Treadles was slightly uncomfortable with sitting at a table in public with a woman—or two, for that matter. Things were changing, of course, but for men and women to dine together in public—suffice to say he had never been at the forefront of such changes.
But it would be worth any amount of discomfort if Miss Holmes would give him a sign that all would be well. That Lord Ingram had not entrusted his fate to her in vain.
Not a flicker of recognition, however, crossed Miss Holmes’s features—Treadles remembered that by formal rules, they had never even met. The parties presented themselves. Miss Holmes introduced the older woman as Mrs. Watson. “My patroness, for whom I serve as companion.”
The men exchanged a look. What lady would have a fallen woman as a companion?
Mrs.
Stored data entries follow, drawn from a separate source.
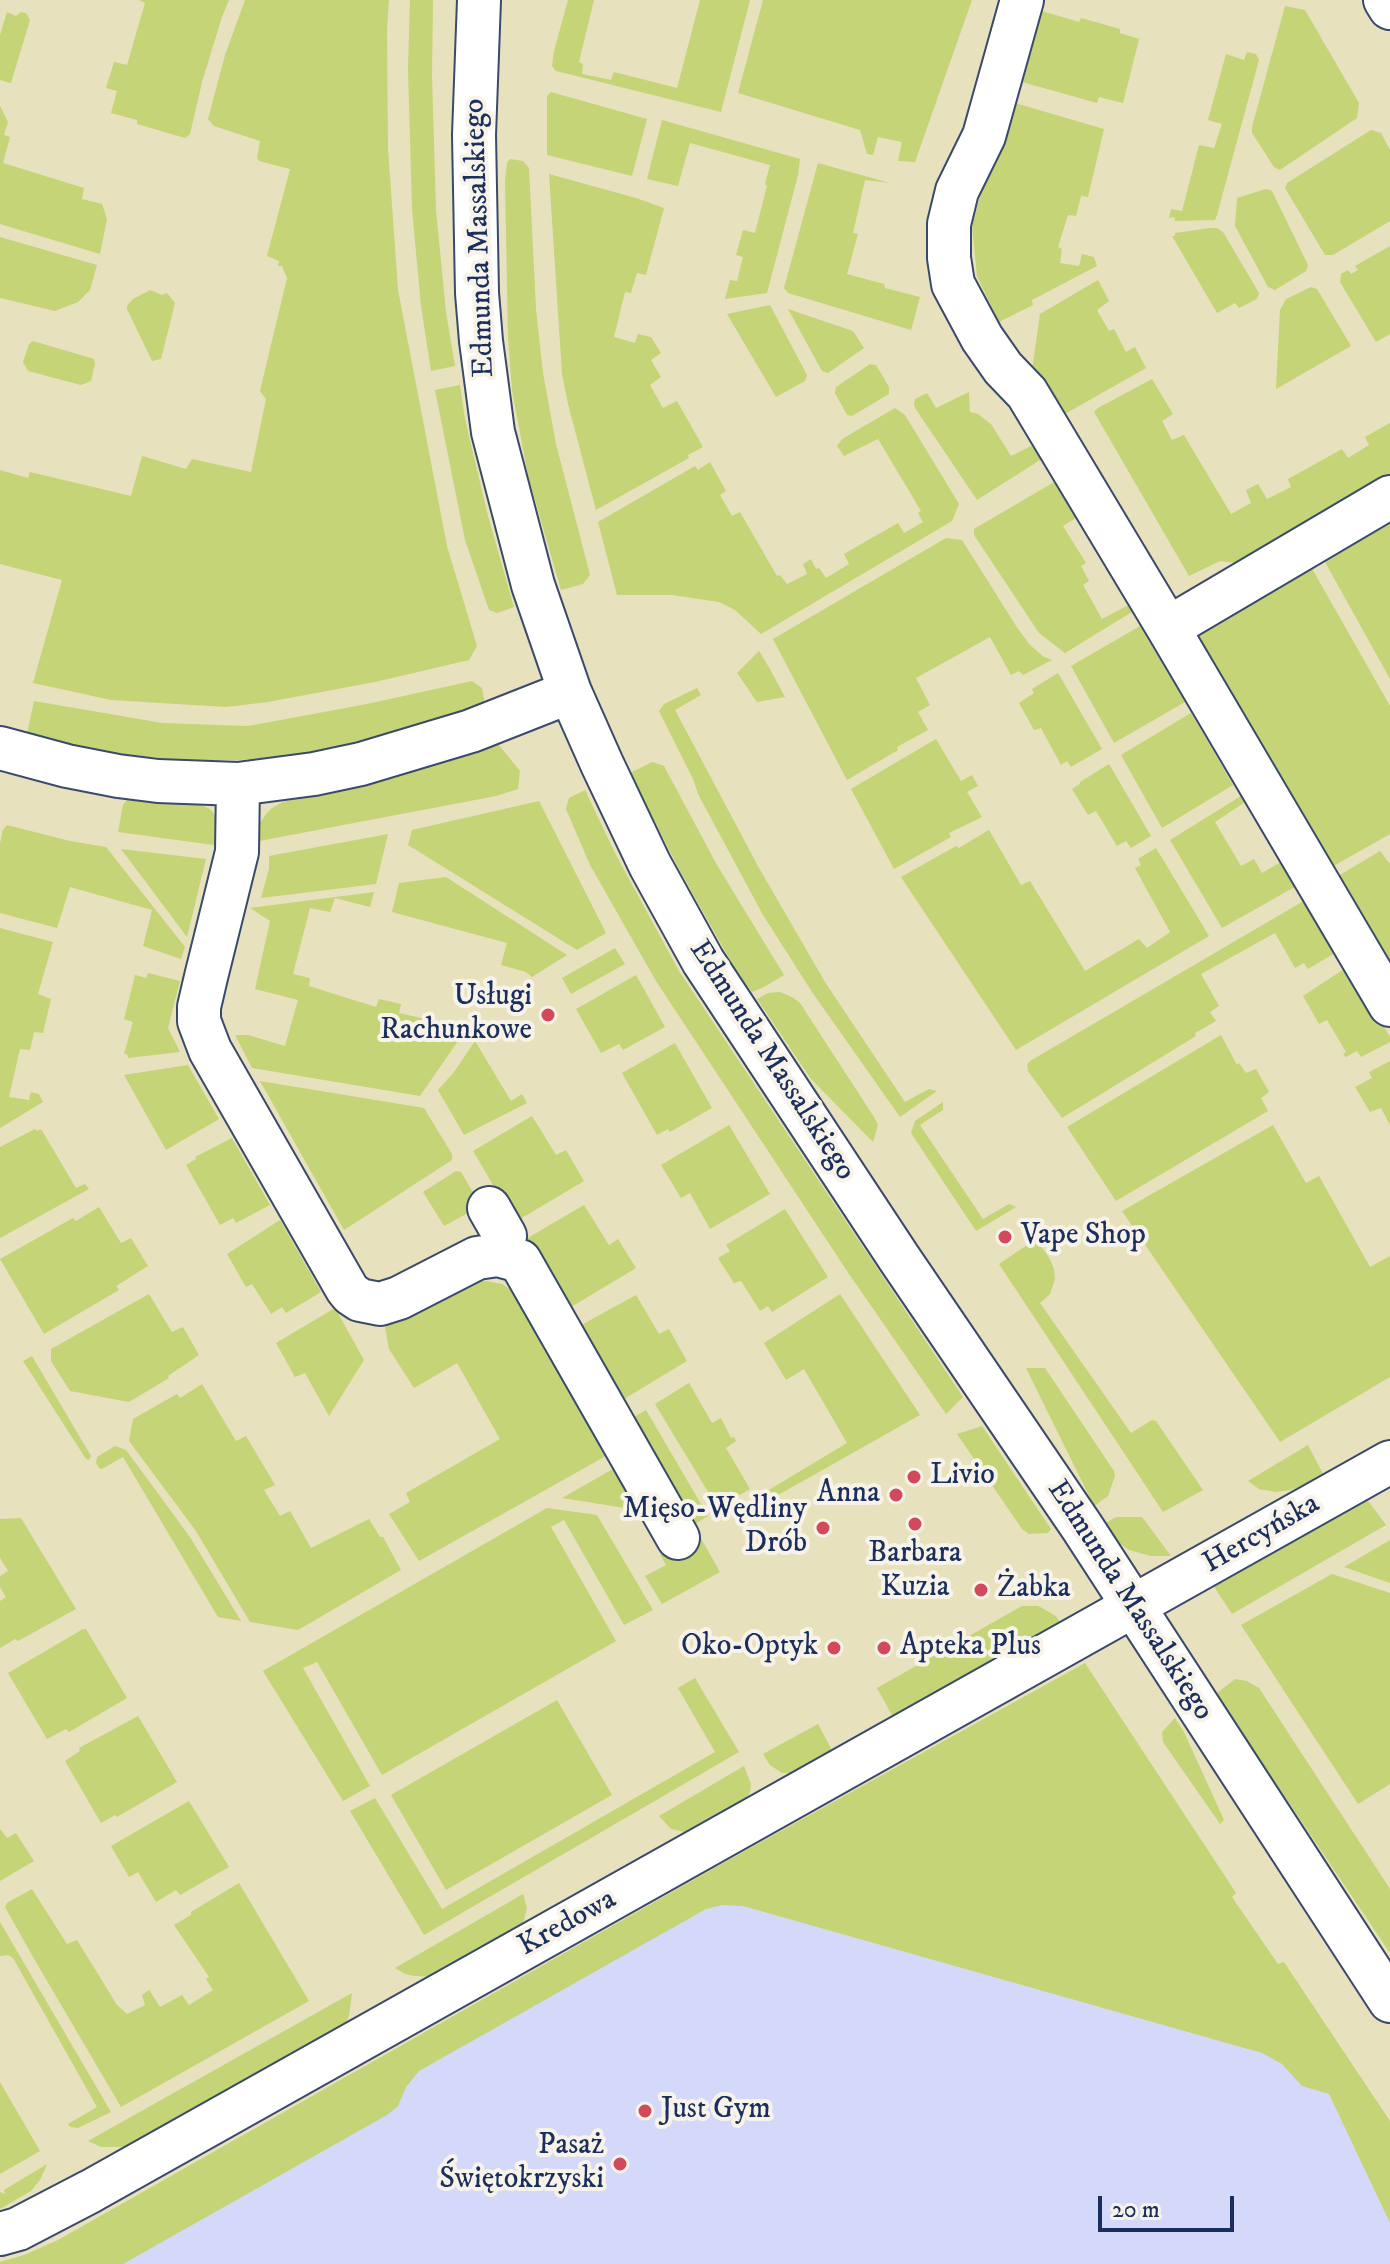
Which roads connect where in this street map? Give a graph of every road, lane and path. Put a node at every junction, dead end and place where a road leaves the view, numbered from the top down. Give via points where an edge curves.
1 (479, 0) edge
2 (1022, 0) edge
3 (1385, 0) edge
4 (1390, 8) edge
5 (1390, 497) edge
6 (1168, 628) junction
7 (570, 692) junction
8 (0, 748) edge
9 (238, 784) junction
10 (1390, 1005) edge
11 (489, 1208) dead end
12 (498, 1255) junction
13 (1390, 1462) edge
14 (678, 1538) dead end
15 (1132, 1606) junction
16 (1390, 2001) edge
17 (0, 2234) edge

1 - 7 street, Edmunda Massalskiego via 475,212 488,401 522,549
2 - 6 street via 984,136 957,191 949,224 953,284 982,338 1027,393
3 - 4 street
5 - 6 street
6 - 10 street
7 - 9 street via 504,720 361,764
7 - 15 street, Edmunda Massalskiego via 650,865 703,961
8 - 9 street via 118,776
9 - 12 street via 237,852 199,1007 210,1050 351,1294 369,1303 389,1302 477,1258
11 - 12 street via 505,1236
12 - 14 street via 520,1261
13 - 15 street, Hercyńska
15 - 16 street, Edmunda Massalskiego
15 - 17 street, Kredowa via 91,2191

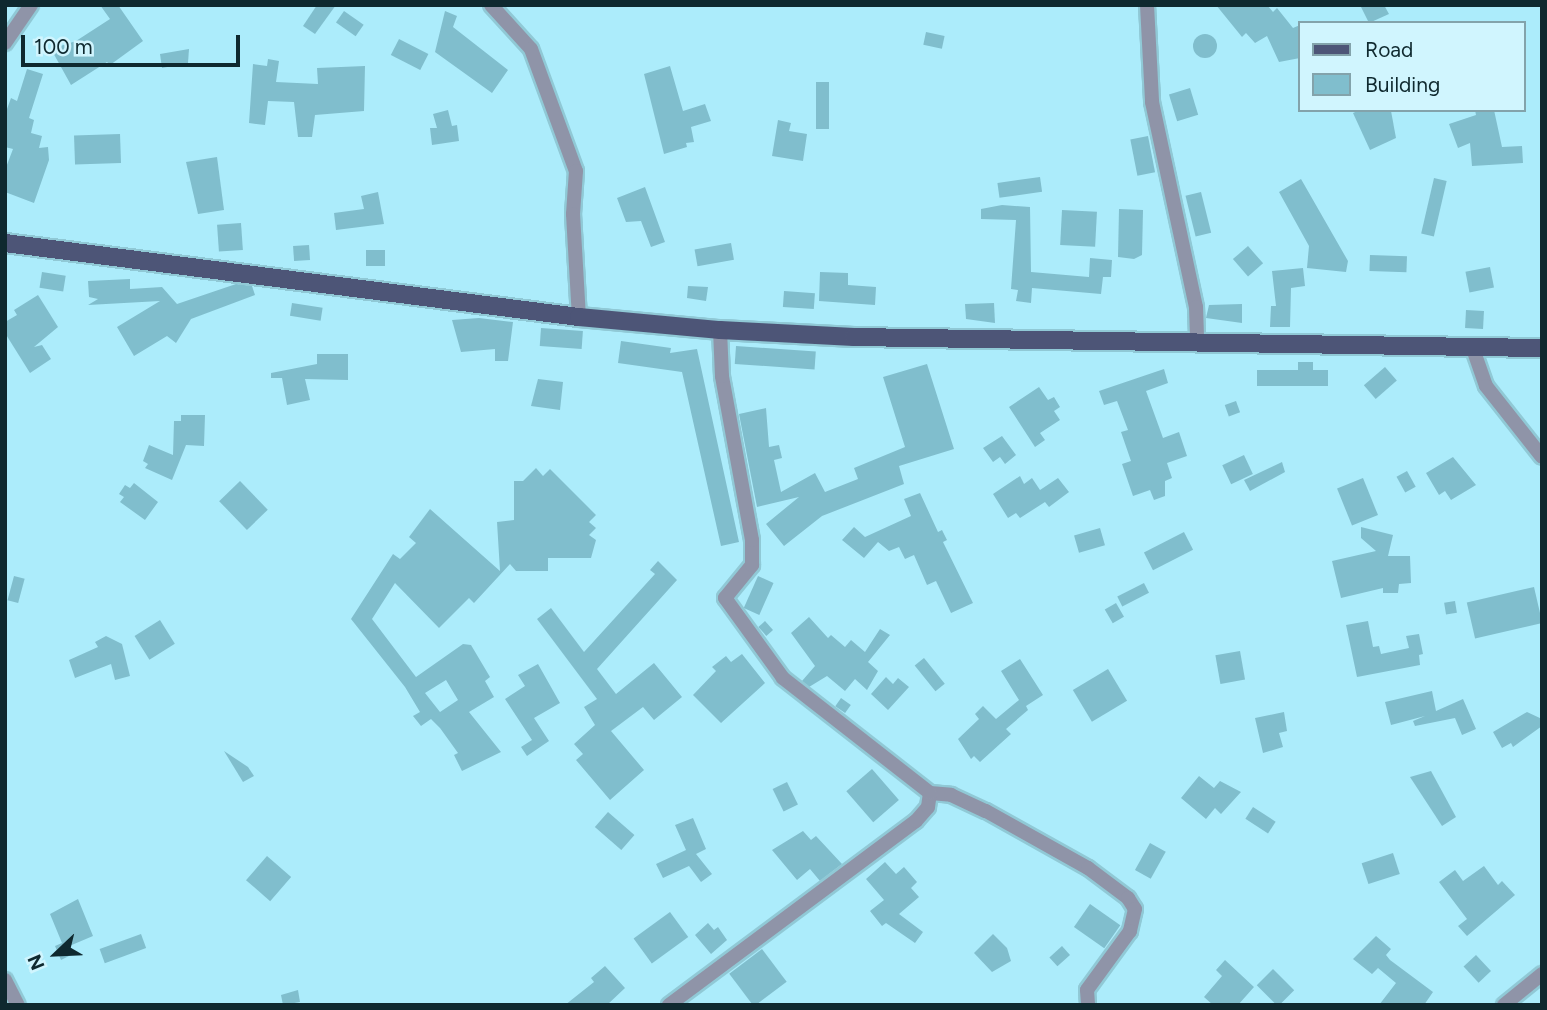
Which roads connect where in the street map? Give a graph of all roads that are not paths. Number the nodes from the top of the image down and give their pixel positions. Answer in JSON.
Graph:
{"nodes":[{"id":1,"x":31,"y":5,"type":"edge"},
{"id":2,"x":491,"y":5,"type":"edge"},
{"id":3,"x":1147,"y":5,"type":"edge"},
{"id":4,"x":5,"y":43,"type":"edge"},
{"id":5,"x":5,"y":243,"type":"edge"},
{"id":6,"x":579,"y":317,"type":"junction"},
{"id":7,"x":720,"y":330,"type":"junction"},
{"id":8,"x":1197,"y":341,"type":"junction"},
{"id":9,"x":1472,"y":346,"type":"junction"},
{"id":10,"x":1542,"y":348,"type":"edge"},
{"id":11,"x":1542,"y":457,"type":"edge"},
{"id":12,"x":930,"y":793,"type":"junction"},
{"id":13,"x":1542,"y":974,"type":"edge"},
{"id":14,"x":5,"y":980,"type":"edge"},
{"id":15,"x":677,"y":1003,"type":"edge"},
{"id":16,"x":18,"y":1005,"type":"edge"},
{"id":17,"x":1088,"y":1005,"type":"edge"},
{"id":18,"x":1504,"y":1005,"type":"edge"}],
"edges":[{"from":1,"to":4,"type":"street"},
{"from":2,"to":6,"type":"street"},
{"from":3,"to":8,"type":"street"},
{"from":5,"to":6,"type":"main road"},
{"from":6,"to":7,"type":"main road"},
{"from":7,"to":8,"type":"main road"},
{"from":7,"to":12,"type":"street"},
{"from":8,"to":9,"type":"main road"},
{"from":9,"to":10,"type":"main road"},
{"from":9,"to":11,"type":"street"},
{"from":12,"to":15,"type":"street"},
{"from":12,"to":17,"type":"street"},
{"from":13,"to":18,"type":"street"},
{"from":14,"to":16,"type":"street"}]}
Watson smiled and said, “I was an actress and as such, not a very good fit for the very respectable young women who usually seek positions as companions. Miss Holmes and I, on the other hand, are a perfect match.”
Miss Holmes inclined her head toward her “patroness.”
Treadles had to marvel at the number of associates Miss Holmes could lay claim to. How did a young woman who ran away from home manage to establish a reliable network in such a short time?
Tea, sliced cake, and finger sandwiches were swiftly served. They spoke for a few minutes about the weather, and then Fowler got to work.
“Thank you for meeting with us, Miss Holmes. You have heard of Lady Ingram’s passing, I imagine?”
“What the papers had to say, yes.”
With a start, Treadles realized that until she gave this answer, he had not thought of her as Sherrinford Holmes, who had studied Lady Ingram’s body in the icehouse alongside the police.
“You didn’t hear directly from Lord Ingram?” asked Fowler, sounding dubious.
“He and I are not in regular contact.”
Miss Holmes was an extraordinarily efficient liar, every word delivered with naturalness and calm conviction. Gently but firmly, she fended off Fowler’s questions.
Yes, the meeting with Lord Ingram the past summer, at this very tea shop, had been a coincidence.
How likely was such a coincidence? No more unlikely than that the waitress who served them should in turn serve Lady Avery at a place hundreds of miles away.
Hostility on Lady Ingram’s part? Nothing to it. Not being liked by her was the norm—her antagonism was a broad and catholic entity, aimed at no one in particular.
Did Miss Holmes not feel distraught that her old friend was a prime suspect in the murder of his wife? No, she had complete faith that Scotland Yard would discover the truth.
“And if that truth should be unfavorable to Lord Ingram?”
“Then what could anyone do?”
Treadles could only hope this was not her true sentiment. As delivered, her words fell with a disheartening detachment.
Fowler leaned forward an inch. “Are you aware, Miss Holmes, that Lord Ingram is in love with you?”
Mrs. Watson sucked in a breath.
Miss Holmes, who had known this for days—if not years, as Lord Ingram had declared—remained unmoved. “He has something of a preference for me, certainly. But love? I would have thought he’d had enough romantic love to last a lifetime.”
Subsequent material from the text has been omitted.